Task directions:
Return, from the data below, each line that contains the word "image".

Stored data
□ □ □ □ □
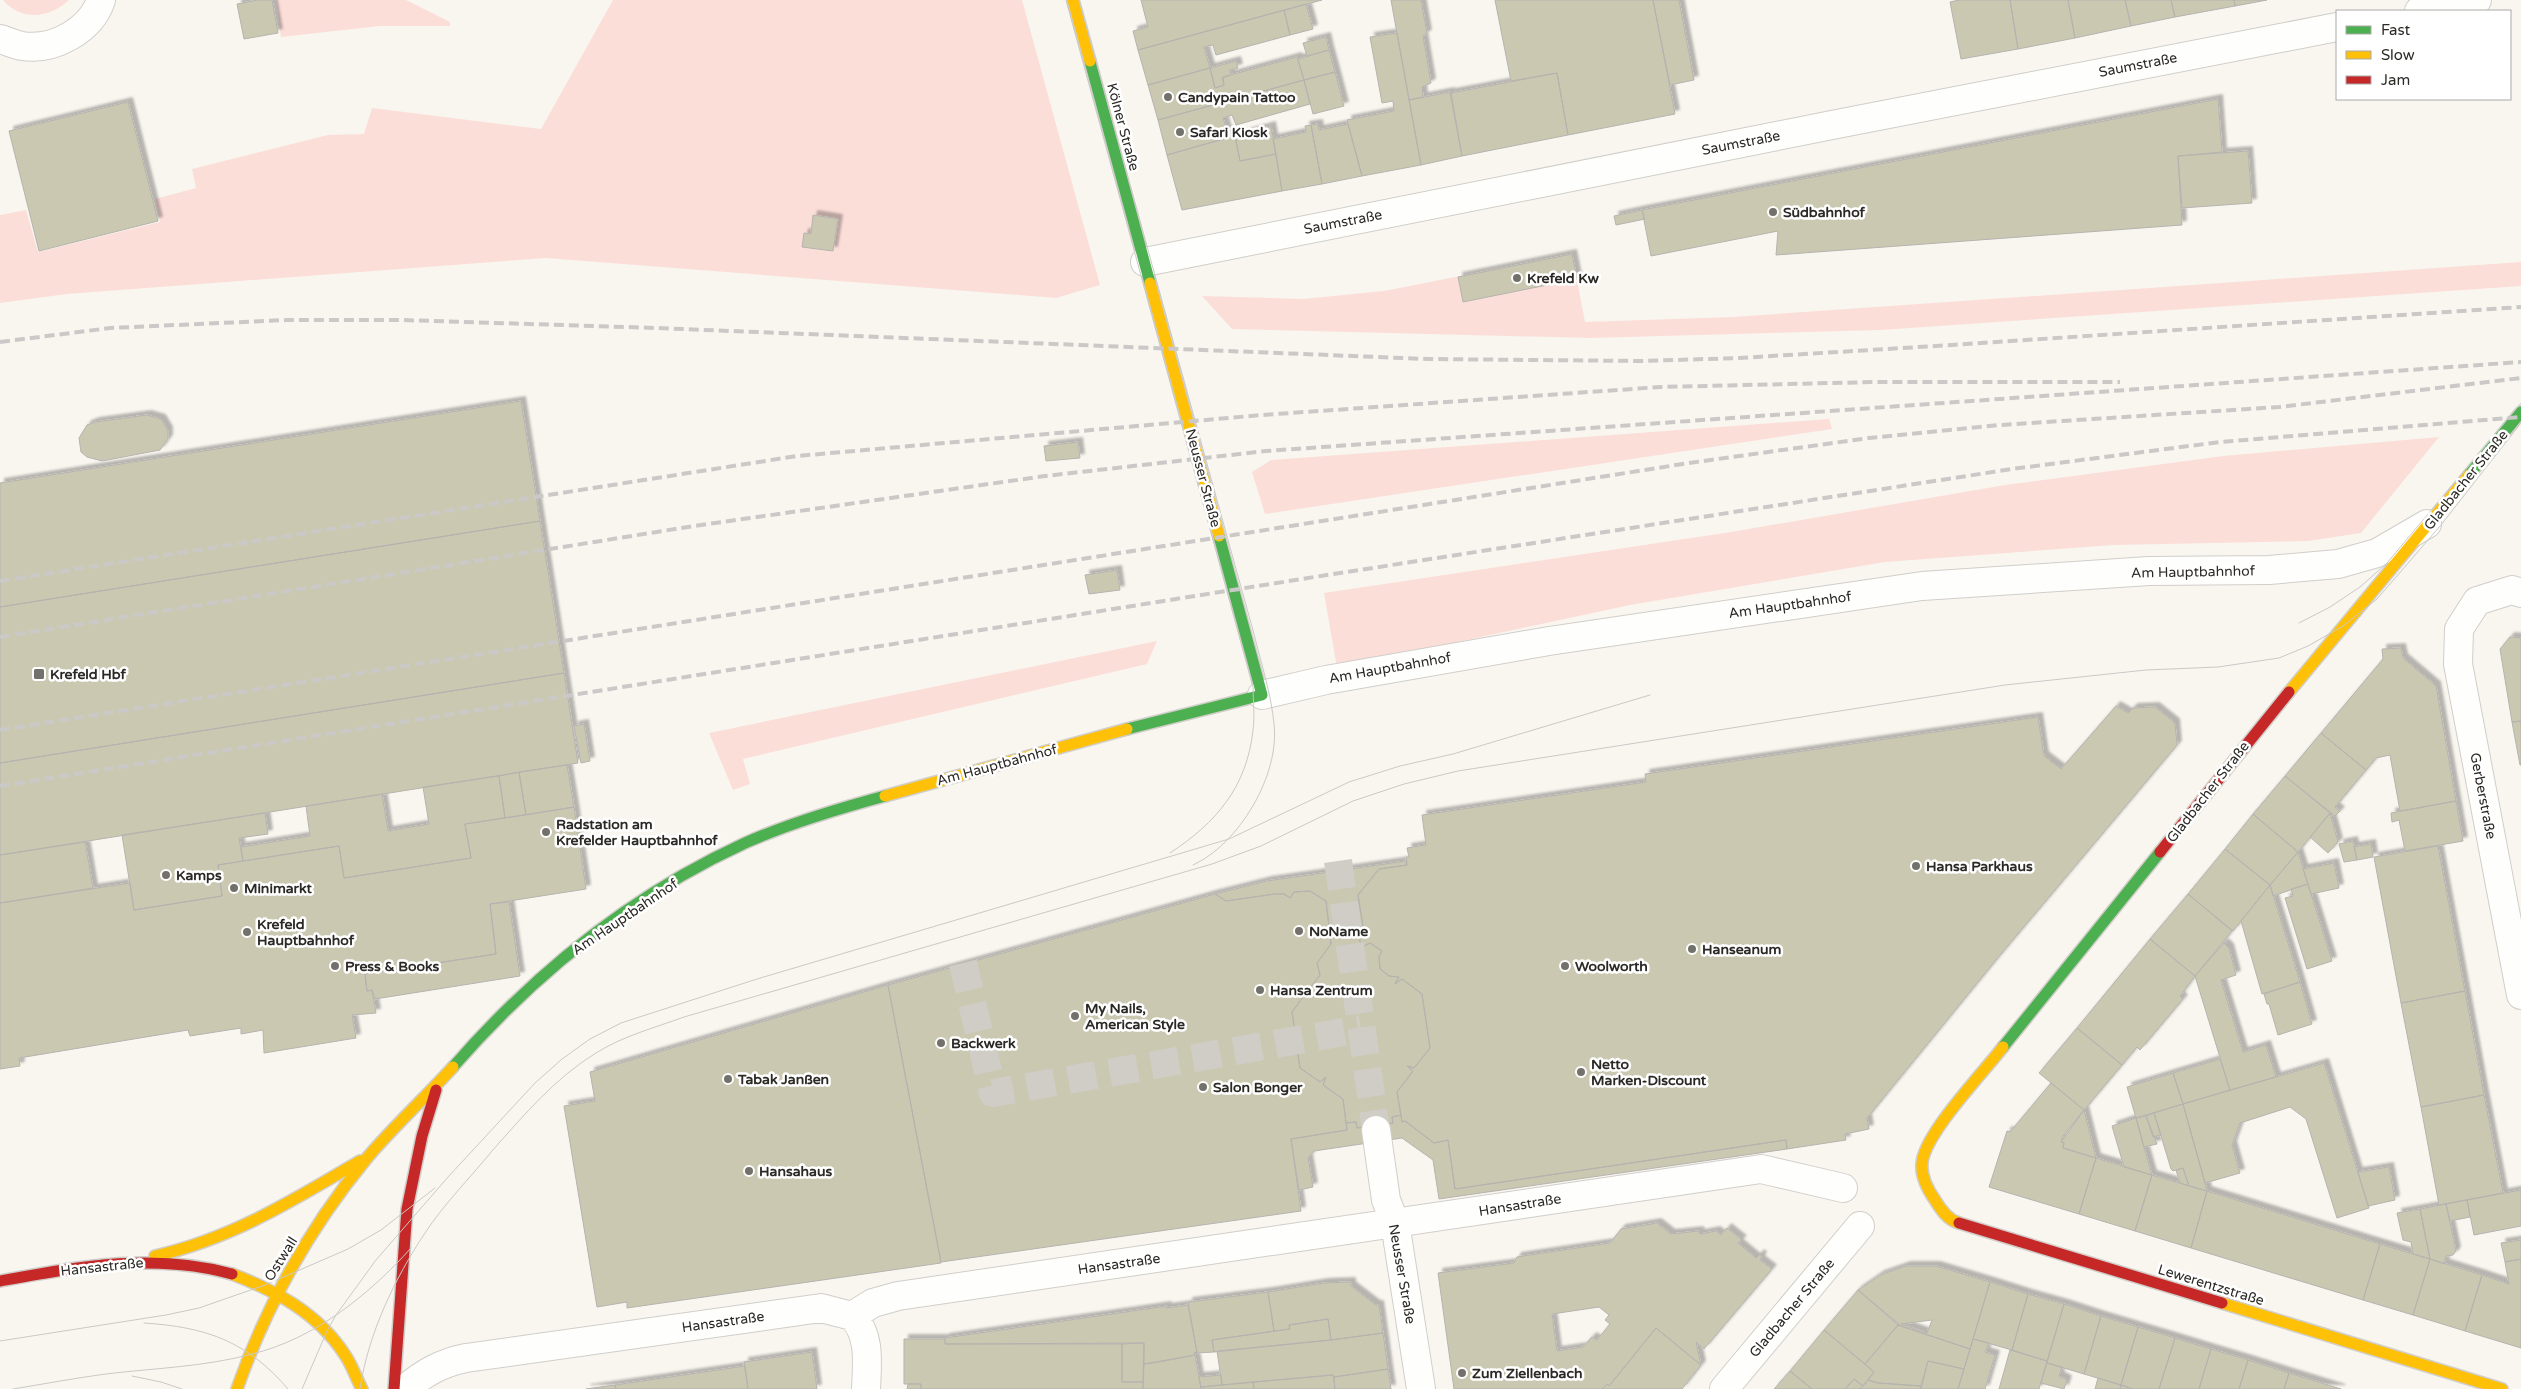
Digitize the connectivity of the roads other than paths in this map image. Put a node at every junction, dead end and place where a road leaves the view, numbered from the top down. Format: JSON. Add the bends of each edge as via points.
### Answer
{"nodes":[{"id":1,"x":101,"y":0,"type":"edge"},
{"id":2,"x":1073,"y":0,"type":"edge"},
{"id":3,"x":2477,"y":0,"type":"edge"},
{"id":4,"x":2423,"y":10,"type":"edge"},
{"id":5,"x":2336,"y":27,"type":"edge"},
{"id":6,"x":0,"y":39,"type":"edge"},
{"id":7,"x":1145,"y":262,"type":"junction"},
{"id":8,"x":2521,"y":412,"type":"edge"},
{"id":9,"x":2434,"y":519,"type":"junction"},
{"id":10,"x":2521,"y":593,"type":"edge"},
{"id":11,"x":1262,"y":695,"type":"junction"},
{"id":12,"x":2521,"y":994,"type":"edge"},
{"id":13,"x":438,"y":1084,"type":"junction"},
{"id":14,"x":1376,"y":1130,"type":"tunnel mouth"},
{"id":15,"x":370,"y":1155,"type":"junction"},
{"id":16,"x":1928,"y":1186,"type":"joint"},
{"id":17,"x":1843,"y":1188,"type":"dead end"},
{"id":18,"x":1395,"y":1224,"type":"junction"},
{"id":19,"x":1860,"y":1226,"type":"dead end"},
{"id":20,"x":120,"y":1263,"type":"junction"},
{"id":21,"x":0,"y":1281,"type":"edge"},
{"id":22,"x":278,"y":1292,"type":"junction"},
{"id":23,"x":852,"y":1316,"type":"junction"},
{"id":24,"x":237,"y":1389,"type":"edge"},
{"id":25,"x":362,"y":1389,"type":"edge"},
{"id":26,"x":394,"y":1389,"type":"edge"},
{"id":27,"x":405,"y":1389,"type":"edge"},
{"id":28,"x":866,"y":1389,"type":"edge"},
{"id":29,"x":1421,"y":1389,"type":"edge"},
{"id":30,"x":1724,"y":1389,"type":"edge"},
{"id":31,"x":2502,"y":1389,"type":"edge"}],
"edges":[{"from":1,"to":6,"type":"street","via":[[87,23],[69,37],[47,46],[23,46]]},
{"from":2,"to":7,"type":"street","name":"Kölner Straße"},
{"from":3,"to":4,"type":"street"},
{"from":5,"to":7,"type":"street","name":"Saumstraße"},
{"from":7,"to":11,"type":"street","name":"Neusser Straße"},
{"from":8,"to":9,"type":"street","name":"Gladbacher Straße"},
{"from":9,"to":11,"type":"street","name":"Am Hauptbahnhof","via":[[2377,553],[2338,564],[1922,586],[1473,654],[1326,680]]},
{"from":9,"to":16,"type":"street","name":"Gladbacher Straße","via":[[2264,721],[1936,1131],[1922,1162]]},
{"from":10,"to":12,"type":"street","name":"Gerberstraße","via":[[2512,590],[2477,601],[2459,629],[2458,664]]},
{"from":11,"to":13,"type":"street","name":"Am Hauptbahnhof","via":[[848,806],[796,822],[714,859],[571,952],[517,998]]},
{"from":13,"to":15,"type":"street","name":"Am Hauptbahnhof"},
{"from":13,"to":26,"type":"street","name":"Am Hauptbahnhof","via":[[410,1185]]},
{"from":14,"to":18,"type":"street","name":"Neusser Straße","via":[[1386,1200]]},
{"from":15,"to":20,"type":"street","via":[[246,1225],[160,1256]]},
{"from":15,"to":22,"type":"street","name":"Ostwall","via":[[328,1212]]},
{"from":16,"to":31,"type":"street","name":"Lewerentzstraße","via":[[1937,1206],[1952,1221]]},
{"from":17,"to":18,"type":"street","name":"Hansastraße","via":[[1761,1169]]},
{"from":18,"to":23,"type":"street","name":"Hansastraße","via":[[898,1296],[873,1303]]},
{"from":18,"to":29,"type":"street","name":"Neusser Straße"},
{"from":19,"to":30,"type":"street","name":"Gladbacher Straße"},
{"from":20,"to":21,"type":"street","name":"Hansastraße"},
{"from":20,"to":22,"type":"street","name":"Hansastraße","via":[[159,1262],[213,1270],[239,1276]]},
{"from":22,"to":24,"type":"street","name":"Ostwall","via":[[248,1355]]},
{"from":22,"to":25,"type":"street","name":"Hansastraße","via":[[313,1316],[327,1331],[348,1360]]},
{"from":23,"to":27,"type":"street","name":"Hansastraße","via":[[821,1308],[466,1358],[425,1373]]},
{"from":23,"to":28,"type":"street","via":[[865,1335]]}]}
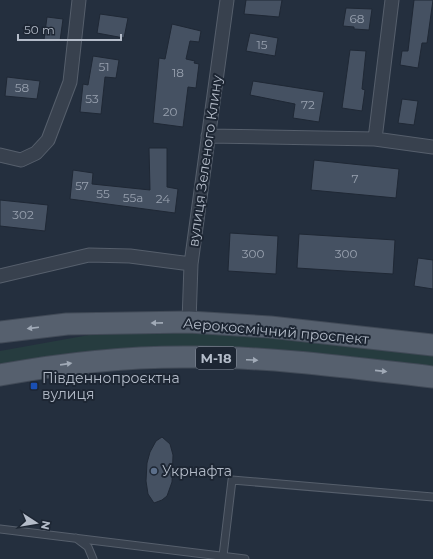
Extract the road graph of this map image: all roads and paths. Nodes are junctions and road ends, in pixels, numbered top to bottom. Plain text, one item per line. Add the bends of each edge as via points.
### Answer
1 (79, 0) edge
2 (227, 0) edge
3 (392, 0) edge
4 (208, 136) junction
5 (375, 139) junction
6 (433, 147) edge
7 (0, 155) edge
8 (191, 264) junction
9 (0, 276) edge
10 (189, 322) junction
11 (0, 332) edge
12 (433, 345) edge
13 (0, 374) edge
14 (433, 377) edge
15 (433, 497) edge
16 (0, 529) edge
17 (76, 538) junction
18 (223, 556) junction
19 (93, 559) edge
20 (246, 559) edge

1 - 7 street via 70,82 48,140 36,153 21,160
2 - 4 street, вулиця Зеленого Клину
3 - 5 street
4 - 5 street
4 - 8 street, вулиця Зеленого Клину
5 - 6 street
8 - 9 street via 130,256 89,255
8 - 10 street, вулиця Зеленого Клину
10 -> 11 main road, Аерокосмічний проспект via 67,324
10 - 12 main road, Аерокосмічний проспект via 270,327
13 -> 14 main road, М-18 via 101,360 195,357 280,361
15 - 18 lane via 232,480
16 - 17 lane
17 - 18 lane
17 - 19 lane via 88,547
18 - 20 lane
□ □ □ □ □
Solution below:
Digitize the connectivity of the roads other than paths in this map image. Put a node at every junction, dead end and place where a road leaves the view, numbered from the top down. Format: JSON. Add the bends of each edge as via points.
Extract the road graph of this map image: all roads and paths. Nodes are junctions and road ends, in pixels, numbered top to bottom. Plain text, one item per line. Add the bends of each edge as via points.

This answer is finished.